Entretien semi-dirigé mené avec un.e spectateur.trice du spectacle Orestes in Mosul de Milo Rau dans le cadre d’un projet de recherche sur l’interprétation politique du théâtre contemporain.
Informations sur la source
Code d’identification : #Orestes13
Date : Décembre 2019
Protocole : Entretien semi-dirigé
Profil de l’enquêté.e :
Remarques : Entretien basé sur l’accueil du spectacle au Théâtre de Vidy, Lausanne, décembre 2019.

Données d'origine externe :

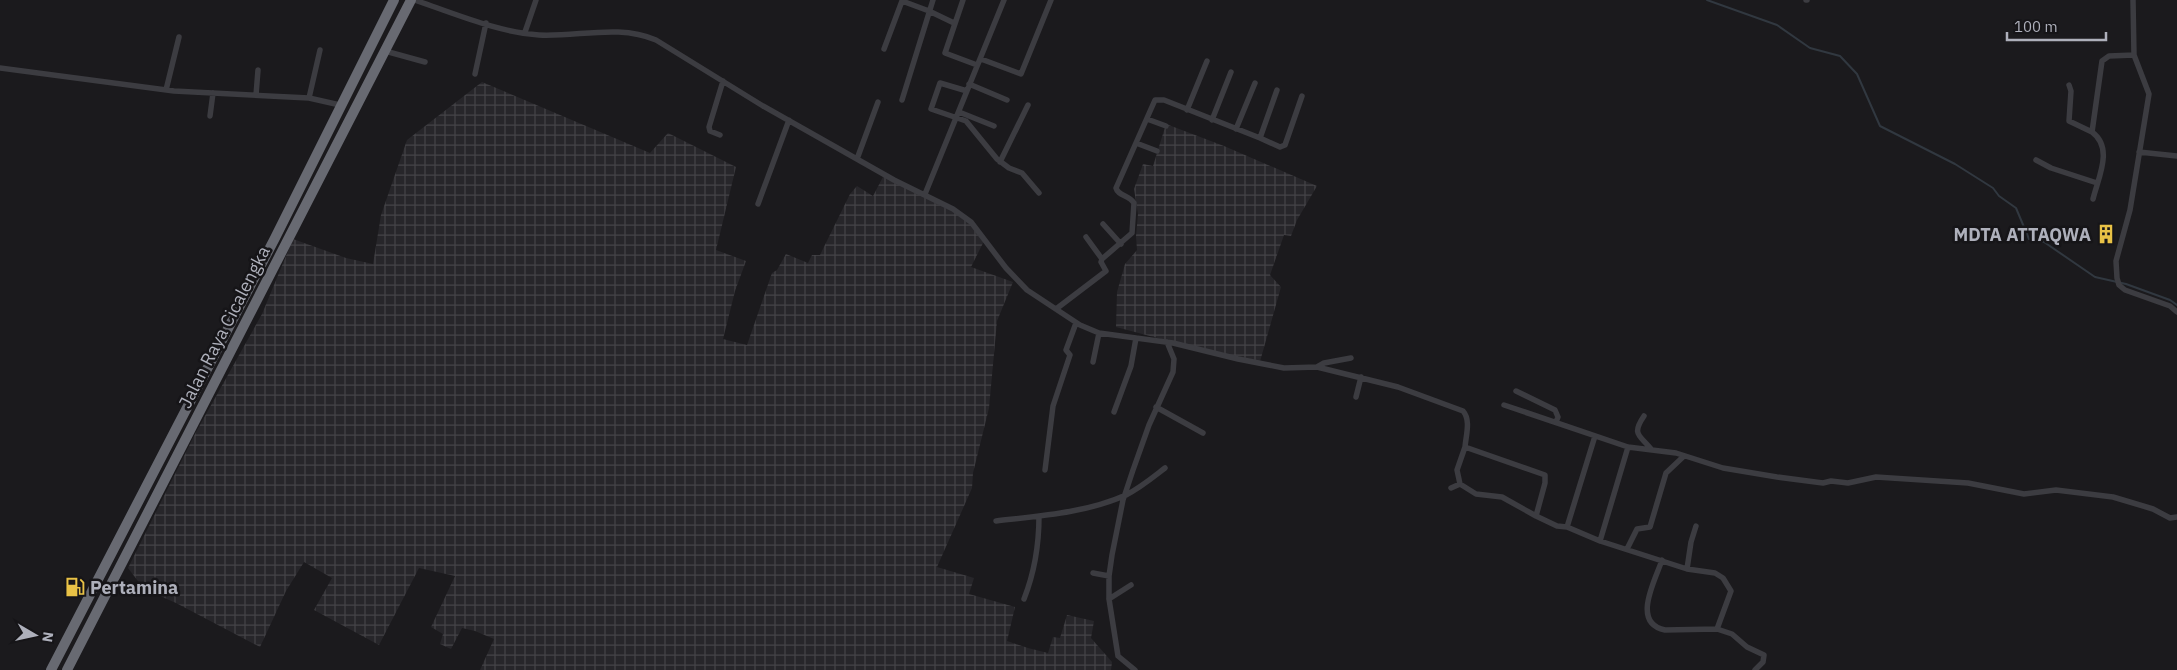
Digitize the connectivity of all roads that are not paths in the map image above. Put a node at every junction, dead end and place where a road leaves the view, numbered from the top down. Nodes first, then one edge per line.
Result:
1 (394, 0) edge
2 (412, 0) edge
3 (536, 0) edge
4 (933, 0) edge
5 (963, 0) edge
6 (1004, 0) edge
7 (1051, 0) edge
8 (2133, 0) edge
9 (929, 11) junction
10 (486, 23) junction
11 (954, 23) junction
12 (378, 30) junction
13 (525, 32) junction
14 (179, 37) dead end
15 (392, 38) junction
16 (884, 49) dead end
17 (320, 50) dead end
18 (385, 51) junction
19 (2134, 55) junction
20 (981, 58) junction
21 (1207, 61) dead end
22 (425, 62) dead end
23 (977, 65) junction
24 (0, 68) edge
25 (258, 70) dead end
26 (1231, 72) dead end
27 (475, 74) dead end
28 (723, 80) junction
29 (1255, 83) dead end
30 (2069, 85) dead end
31 (968, 88) junction
32 (166, 90) junction
33 (1277, 90) dead end
34 (212, 93) junction
35 (256, 95) junction
36 (1302, 96) dead end
37 (309, 98) junction
38 (902, 100) dead end
39 (1007, 100) dead end
40 (878, 102) dead end
41 (340, 104) junction
42 (1028, 105) dead end
43 (1187, 110) junction
44 (959, 112) junction
45 (210, 116) dead end
46 (1147, 118) junction
47 (957, 119) junction
48 (788, 120) junction
49 (1212, 120) junction
50 (994, 126) dead end
51 (1166, 126) dead end
52 (1236, 129) junction
53 (2092, 132) junction
54 (720, 135) dead end
55 (1260, 138) junction
56 (1136, 143) junction
57 (1157, 151) dead end
58 (2139, 152) junction
59 (2177, 156) edge
60 (857, 159) junction
61 (2036, 160) dead end
62 (1000, 162) junction
63 (2097, 184) junction
64 (1038, 193) dead end
65 (925, 194) junction
66 (2093, 199) dead end
67 (758, 204) dead end
68 (1103, 224) dead end
69 (1086, 237) dead end
70 (1121, 244) junction
71 (1102, 259) junction
72 (1056, 309) junction
73 (2177, 312) edge
74 (1076, 323) junction
75 (1099, 333) junction
76 (1136, 338) junction
77 (1167, 342) junction
78 (1351, 358) dead end
79 (1093, 362) dead end
80 (1317, 367) junction
81 (1361, 378) junction
82 (1516, 391) dead end
83 (1356, 397) dead end
84 (1504, 405) dead end
85 (1156, 407) junction
86 (1114, 412) dead end
87 (1644, 416) dead end
88 (1556, 422) junction
89 (1203, 433) dead end
90 (1595, 436) junction
91 (1465, 446) junction
92 (1628, 447) junction
93 (1651, 449) junction
94 (1684, 456) junction
95 (1164, 468) dead end
96 (1044, 470) dead end
97 (1460, 484) junction
98 (1451, 488) dead end
99 (1125, 495) junction
100 (1039, 516) junction
101 (1536, 516) junction
102 (2177, 517) edge
103 (996, 521) dead end
104 (1696, 526) dead end
105 (1567, 528) junction
106 (1600, 541) junction
107 (1627, 549) junction
108 (1662, 560) junction
109 (1687, 569) junction
110 (1093, 573) dead end
111 (1109, 576) junction
112 (1131, 585) dead end
113 (1024, 599) dead end
114 (1109, 599) junction
115 (1718, 629) junction
116 (51, 670) edge
117 (67, 670) edge
118 (1135, 670) edge
119 (1755, 670) edge

1 - 12 highway, Jalan Raya Cicalengka
2 - 10 street
2 - 15 highway, Jalan Raya Cicalengka
3 - 13 street
4 - 9 street
5 - 11 street
6 - 20 street
7 - 20 street
8 - 19 street
9 - 11 street
9 - 16 street
9 - 38 street
10 - 13 street
10 - 27 street
11 - 23 street
12 - 15 highway
12 - 41 highway, Jalan Raya Cicalengka
13 - 28 street
14 - 32 street
15 - 18 highway, Jalan Raya Cicalengka
17 - 37 street
18 - 22 street
18 - 117 highway, Jalan Raya Cicalengka
19 - 53 street
19 - 58 street
20 - 23 street
21 - 43 street
23 - 31 street
24 - 32 street
25 - 35 street
26 - 49 street
28 - 48 street
28 - 54 street
29 - 52 street
30 - 53 street
31 - 39 street
31 - 44 street
31 - 47 street
32 - 34 street
33 - 55 street
34 - 35 street
34 - 45 street
35 - 37 street
36 - 55 street
37 - 41 street
40 - 60 street
41 - 116 highway, Jalan Raya Cicalengka
42 - 62 street
43 - 46 street
43 - 49 street
44 - 47 street
44 - 50 street
46 - 51 street
46 - 56 street
47 - 62 street
47 - 65 street
48 - 60 street
48 - 67 street
49 - 52 street
52 - 55 street
53 - 63 street
56 - 57 street
56 - 70 street
58 - 59 street
58 - 73 street
60 - 65 street
61 - 63 street
62 - 64 street
63 - 66 street
65 - 72 street
68 - 70 street
69 - 71 street
70 - 71 street
71 - 72 street
72 - 74 street
74 - 75 street
74 - 96 street
75 - 76 street
75 - 79 street
76 - 77 street
76 - 86 street
77 - 80 street
77 - 85 street
78 - 80 street
80 - 81 street
81 - 83 street
81 - 91 street
82 - 88 street
84 - 88 street
85 - 89 street
85 - 99 street
87 - 93 street
88 - 90 street
90 - 92 street
90 - 105 street
91 - 97 street
91 - 101 street
92 - 93 street
92 - 106 street
93 - 94 street
94 - 102 street
94 - 107 street
95 - 99 street
97 - 98 street
97 - 101 street
99 - 100 street
99 - 111 street
100 - 103 street
100 - 113 street
101 - 105 street
104 - 109 street
105 - 106 street
106 - 107 street
107 - 108 street
108 - 109 street
108 - 115 street
109 - 115 street
110 - 111 street
111 - 114 street
112 - 114 street
114 - 118 street
115 - 119 street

Est-ce que le spectacle vous a plu ?
Pas vraiment, euh, je dirais que c’était quand même quelque chose de très particulier. Moi j’ai pas trop l’habitude d’aller au théâtre et j’étais assez surprise de voir ça. Il y a beaucoup de choses qui étaient pas claires.
Est-ce que vous pourriez me raconter votre expérience de ce soir ?
Alors, bon, je commence par le début ? D’accord. Donc au début je suis arrivée au théâtre avec quand même du retard, j’ai couru. Mais je sais pas si c’était vraiment ça la question ? J’ai mangé quelque chose et puis aussi fumé une cigarette. Je me suis installée dans la salle, et à côté de moi il y avait une vieille dame très âgée qui toussait tout le temps et qui faisait des bruits bizarres, donc j’étais un peu gênée (rires). Au début du spectacle, il y a de la musique, belle et lancinante tu sais, et j’étais déjà un peu dans un autre monde. Après moi je suis très vite prise par la musique, tout de suite je me transporte, je suis plus là. Je suis bon public quoi. Après quand le spectacle commence vraiment, c’est d’abord plutôt des acteurs qui parlent un peu d’un voyage, j’ai mis du temps à comprendre, avec aussi des acteurs irakiens qui étaient venus en Europe exprès pour l’occasion [NB : c’est faux]. Quand tu regardes la scène tu comprends qu’ils sont déjà en Irak, tu sais il y a un peu comme un tapis et un genre d’échoppe qui fait penser aux bazars des pays maghrébins, genre un boui boui et il deviendra après la maison où ça va s’engueuler. Moi globalement, j’ai trouvé l’histoire très triste, mais un peu gratuitement triste, tu vois ce que je veux dire ? C’était vraiment hyper tragique, sans aucune échappatoire. Je sais pas si c’est vraiment fait pour moi ces trucs hyper cruels et dépressifs, avec en plus tout le truc du terrorisme qui est très très lourd.
Vous pourriez me détailler un peu l’histoire et pourquoi elle vous a paru si triste ?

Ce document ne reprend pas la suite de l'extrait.